__Dataset entries__

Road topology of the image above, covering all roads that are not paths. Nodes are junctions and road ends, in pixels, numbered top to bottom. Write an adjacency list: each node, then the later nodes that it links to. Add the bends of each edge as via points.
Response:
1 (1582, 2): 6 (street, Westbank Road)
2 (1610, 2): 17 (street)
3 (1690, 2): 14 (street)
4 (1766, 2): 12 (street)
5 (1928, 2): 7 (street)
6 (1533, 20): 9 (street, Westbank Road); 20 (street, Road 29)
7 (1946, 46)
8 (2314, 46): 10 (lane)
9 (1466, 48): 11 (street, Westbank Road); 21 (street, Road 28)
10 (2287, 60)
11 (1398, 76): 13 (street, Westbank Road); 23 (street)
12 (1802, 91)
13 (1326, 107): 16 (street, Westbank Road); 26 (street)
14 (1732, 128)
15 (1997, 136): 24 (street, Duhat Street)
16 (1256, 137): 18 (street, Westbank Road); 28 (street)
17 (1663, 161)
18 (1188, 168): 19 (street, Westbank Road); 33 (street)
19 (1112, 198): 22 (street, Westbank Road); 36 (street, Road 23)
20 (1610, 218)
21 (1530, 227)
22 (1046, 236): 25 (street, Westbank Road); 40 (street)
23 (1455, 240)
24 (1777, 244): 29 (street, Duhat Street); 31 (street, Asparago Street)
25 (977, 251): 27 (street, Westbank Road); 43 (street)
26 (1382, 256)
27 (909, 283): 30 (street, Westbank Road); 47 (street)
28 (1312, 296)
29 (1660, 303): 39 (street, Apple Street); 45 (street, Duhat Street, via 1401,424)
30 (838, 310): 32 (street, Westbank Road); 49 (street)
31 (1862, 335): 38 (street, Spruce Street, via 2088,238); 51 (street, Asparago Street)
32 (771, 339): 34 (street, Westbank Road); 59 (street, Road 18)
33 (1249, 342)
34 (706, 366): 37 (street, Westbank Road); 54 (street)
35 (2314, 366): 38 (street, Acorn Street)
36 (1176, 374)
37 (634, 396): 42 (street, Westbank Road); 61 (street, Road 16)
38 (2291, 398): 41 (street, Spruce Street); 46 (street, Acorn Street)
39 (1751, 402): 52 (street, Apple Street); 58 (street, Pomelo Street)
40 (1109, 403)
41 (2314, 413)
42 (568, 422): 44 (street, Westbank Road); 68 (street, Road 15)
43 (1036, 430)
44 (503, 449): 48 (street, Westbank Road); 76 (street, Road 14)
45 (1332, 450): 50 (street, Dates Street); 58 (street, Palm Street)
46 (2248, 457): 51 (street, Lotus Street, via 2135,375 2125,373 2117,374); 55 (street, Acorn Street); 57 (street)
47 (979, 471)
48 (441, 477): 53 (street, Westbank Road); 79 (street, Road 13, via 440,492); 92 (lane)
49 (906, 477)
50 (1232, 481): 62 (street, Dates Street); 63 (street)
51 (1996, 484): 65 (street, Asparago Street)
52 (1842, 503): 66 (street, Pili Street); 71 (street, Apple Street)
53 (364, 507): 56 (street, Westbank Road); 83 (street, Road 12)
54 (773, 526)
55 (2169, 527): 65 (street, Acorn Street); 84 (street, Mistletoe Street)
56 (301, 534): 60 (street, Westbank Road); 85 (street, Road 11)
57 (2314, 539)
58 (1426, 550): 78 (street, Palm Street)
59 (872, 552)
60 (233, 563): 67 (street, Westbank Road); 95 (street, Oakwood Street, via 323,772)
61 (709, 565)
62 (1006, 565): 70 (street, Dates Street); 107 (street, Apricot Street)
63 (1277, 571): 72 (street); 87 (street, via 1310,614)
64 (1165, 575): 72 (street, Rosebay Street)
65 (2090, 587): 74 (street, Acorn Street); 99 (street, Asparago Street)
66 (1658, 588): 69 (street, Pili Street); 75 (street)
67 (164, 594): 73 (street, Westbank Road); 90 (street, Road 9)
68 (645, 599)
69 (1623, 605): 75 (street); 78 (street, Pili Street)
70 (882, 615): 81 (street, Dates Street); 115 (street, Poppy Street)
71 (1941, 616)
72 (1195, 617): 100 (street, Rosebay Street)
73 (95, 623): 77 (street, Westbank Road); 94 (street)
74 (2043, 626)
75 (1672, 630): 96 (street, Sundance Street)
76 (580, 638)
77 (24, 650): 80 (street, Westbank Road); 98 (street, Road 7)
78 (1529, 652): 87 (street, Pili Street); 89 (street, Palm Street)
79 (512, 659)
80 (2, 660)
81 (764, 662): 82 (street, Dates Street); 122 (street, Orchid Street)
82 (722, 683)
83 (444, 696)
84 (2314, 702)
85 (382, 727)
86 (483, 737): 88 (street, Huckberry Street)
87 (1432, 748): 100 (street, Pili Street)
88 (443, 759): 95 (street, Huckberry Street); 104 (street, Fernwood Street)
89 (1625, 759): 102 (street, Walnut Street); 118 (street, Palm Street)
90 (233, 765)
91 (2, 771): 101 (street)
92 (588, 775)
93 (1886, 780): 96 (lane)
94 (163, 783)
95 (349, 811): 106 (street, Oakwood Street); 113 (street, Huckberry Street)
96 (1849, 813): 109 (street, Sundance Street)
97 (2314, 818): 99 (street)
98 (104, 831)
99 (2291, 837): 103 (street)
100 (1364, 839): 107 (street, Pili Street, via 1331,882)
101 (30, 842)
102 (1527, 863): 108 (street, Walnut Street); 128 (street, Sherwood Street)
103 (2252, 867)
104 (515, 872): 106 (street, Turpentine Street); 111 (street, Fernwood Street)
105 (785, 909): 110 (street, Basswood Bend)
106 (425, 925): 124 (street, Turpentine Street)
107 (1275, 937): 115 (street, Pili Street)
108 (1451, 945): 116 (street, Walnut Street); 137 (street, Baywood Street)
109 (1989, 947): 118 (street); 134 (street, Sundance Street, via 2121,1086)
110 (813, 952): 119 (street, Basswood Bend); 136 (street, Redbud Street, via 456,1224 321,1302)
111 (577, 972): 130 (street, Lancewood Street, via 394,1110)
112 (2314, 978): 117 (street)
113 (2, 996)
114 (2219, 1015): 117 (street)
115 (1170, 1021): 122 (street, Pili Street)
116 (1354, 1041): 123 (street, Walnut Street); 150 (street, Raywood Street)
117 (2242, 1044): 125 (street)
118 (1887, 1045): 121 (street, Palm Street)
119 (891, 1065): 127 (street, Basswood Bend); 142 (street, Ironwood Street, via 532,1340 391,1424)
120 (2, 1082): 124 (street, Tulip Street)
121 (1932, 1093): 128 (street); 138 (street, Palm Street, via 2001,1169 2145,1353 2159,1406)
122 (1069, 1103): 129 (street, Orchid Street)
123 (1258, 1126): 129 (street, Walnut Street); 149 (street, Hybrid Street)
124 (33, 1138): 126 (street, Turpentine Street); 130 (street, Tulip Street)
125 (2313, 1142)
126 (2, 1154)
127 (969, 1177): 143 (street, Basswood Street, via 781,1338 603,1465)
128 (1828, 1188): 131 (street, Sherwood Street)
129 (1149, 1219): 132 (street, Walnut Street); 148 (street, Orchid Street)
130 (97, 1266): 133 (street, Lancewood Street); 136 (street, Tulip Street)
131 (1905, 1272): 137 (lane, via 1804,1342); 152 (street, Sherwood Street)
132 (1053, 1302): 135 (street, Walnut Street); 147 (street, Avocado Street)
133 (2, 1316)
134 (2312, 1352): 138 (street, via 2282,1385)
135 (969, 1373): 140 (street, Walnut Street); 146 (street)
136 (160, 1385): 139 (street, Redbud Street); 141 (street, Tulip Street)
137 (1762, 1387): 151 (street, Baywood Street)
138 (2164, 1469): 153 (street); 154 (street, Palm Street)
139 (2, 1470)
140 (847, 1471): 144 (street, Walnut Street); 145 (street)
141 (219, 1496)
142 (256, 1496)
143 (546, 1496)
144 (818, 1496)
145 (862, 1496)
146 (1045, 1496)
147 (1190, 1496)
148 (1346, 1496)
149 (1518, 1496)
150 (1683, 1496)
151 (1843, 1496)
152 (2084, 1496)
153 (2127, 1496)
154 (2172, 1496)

__AIM OF THE EXERCISE__
If the word "Turpentine" appears in a line above, copy that line.

__RESULT__
104 (515, 872): 106 (street, Turpentine Street); 111 (street, Fernwood Street)
106 (425, 925): 124 (street, Turpentine Street)
124 (33, 1138): 126 (street, Turpentine Street); 130 (street, Tulip Street)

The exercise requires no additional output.